### WORK REQUIRED
The reply should hold every line of the listing exactly, and none of its images.

### RECORDS SUPPLIED

- - - - - - -

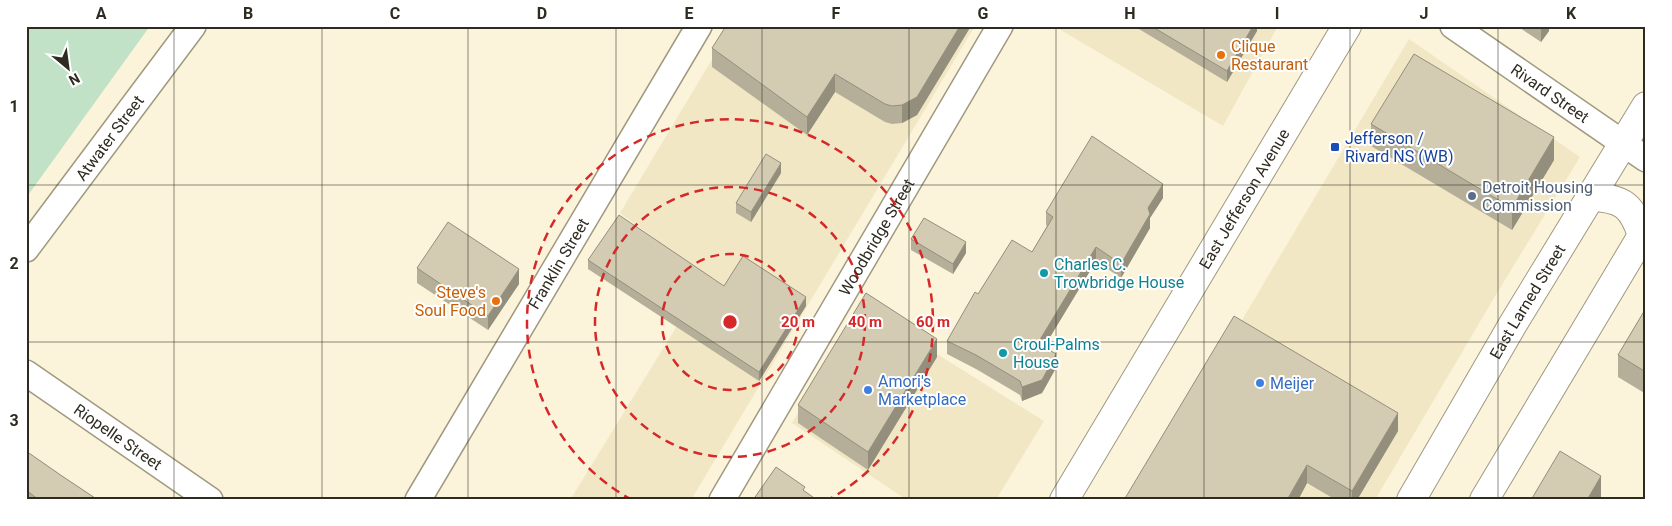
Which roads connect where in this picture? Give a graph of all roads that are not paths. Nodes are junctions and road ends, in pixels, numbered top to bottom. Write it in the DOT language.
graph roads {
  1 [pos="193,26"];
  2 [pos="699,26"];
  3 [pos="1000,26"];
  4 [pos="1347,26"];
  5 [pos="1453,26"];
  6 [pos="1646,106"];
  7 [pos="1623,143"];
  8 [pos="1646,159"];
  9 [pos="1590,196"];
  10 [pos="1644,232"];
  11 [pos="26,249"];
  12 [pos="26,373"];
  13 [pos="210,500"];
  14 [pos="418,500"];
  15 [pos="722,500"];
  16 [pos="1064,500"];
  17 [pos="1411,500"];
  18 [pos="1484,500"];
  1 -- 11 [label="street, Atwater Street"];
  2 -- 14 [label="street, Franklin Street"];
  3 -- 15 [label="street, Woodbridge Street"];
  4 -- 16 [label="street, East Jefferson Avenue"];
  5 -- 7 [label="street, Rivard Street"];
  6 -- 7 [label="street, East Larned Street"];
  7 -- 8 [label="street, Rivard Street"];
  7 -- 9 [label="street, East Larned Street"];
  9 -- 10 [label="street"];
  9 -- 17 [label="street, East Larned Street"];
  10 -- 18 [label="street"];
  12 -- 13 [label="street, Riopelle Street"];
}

- - - - - - -

### WRITTEN SOLUTION
Which roads connect where in this picture? Give a graph of all roads that are not paths. Nodes are junctions and road ends, in pixels, numbered top to bottom. Write it in the DOT language.
graph roads {
  1 [pos="193,26"];
  2 [pos="699,26"];
  3 [pos="1000,26"];
  4 [pos="1347,26"];
  5 [pos="1453,26"];
  6 [pos="1646,106"];
  7 [pos="1623,143"];
  8 [pos="1646,159"];
  9 [pos="1590,196"];
  10 [pos="1644,232"];
  11 [pos="26,249"];
  12 [pos="26,373"];
  13 [pos="210,500"];
  14 [pos="418,500"];
  15 [pos="722,500"];
  16 [pos="1064,500"];
  17 [pos="1411,500"];
  18 [pos="1484,500"];
  1 -- 11 [label="street, Atwater Street"];
  2 -- 14 [label="street, Franklin Street"];
  3 -- 15 [label="street, Woodbridge Street"];
  4 -- 16 [label="street, East Jefferson Avenue"];
  5 -- 7 [label="street, Rivard Street"];
  6 -- 7 [label="street, East Larned Street"];
  7 -- 8 [label="street, Rivard Street"];
  7 -- 9 [label="street, East Larned Street"];
  9 -- 10 [label="street"];
  9 -- 17 [label="street, East Larned Street"];
  10 -- 18 [label="street"];
  12 -- 13 [label="street, Riopelle Street"];
}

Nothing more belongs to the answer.